Final answer:
The inputs for Cash Flow to Equity (CFTE) include Net Income, Cash Flows, Reinvestment Needs, and Debt Repayment. For Weighted Average Cost of Capital (WACC), the inputs include the Cost of Equity, Cost of Debt, Market Values of Equity and Debt, and the Tax Rate. Adjusted Present Value (APV) requires Base-case NPV, Present Value of Financing Effects, and the Tax Shield from Debt.
Step-by-step explanation:
The student's question pertains to the inputs required for three common valuation methods: Cash Flow to Equity (CFTE), Weighted Average Cost of Capital (WACC), and Adjusted Present Value (APV).
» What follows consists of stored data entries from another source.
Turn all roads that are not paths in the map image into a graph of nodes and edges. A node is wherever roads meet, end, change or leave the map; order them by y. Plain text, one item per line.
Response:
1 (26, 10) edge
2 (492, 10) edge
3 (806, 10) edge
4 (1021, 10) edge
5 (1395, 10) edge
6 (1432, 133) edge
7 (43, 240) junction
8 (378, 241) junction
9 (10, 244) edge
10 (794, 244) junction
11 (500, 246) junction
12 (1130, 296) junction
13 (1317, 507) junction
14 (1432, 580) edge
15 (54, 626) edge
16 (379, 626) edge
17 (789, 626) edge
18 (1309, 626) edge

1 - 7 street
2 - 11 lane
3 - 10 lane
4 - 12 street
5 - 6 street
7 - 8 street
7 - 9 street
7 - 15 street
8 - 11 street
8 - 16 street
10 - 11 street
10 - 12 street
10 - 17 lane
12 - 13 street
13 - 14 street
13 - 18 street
Each method has specific requirements for the inputs needed to calculate the value of a company or investment.
Inputs needed for CFTE:
- Net Income
- Cash Flows from operations
- Reinvestment Needs
- Debt Repayment/Borrowing
Inputs needed for WACC:
- Cost of Equity
- Cost of Debt
- Market Value of Equity
- Market Value of Debt
- Corporate Tax Rate
Inputs needed for APV:
- Base-case NPV (assuming no debt)
- Present Value of Financing Effects (PVFE)
- Tax Shield due to Debt
These inputs help determine the value of an investment by projecting future benefits and discounting them back to the present value using an appropriate discount rate. CFTE takes a more equity-focused approach whereas WACC is an overall firm valuation method, incorporating both debt and equity. APV adds the benefits of financing separately to a base NPV.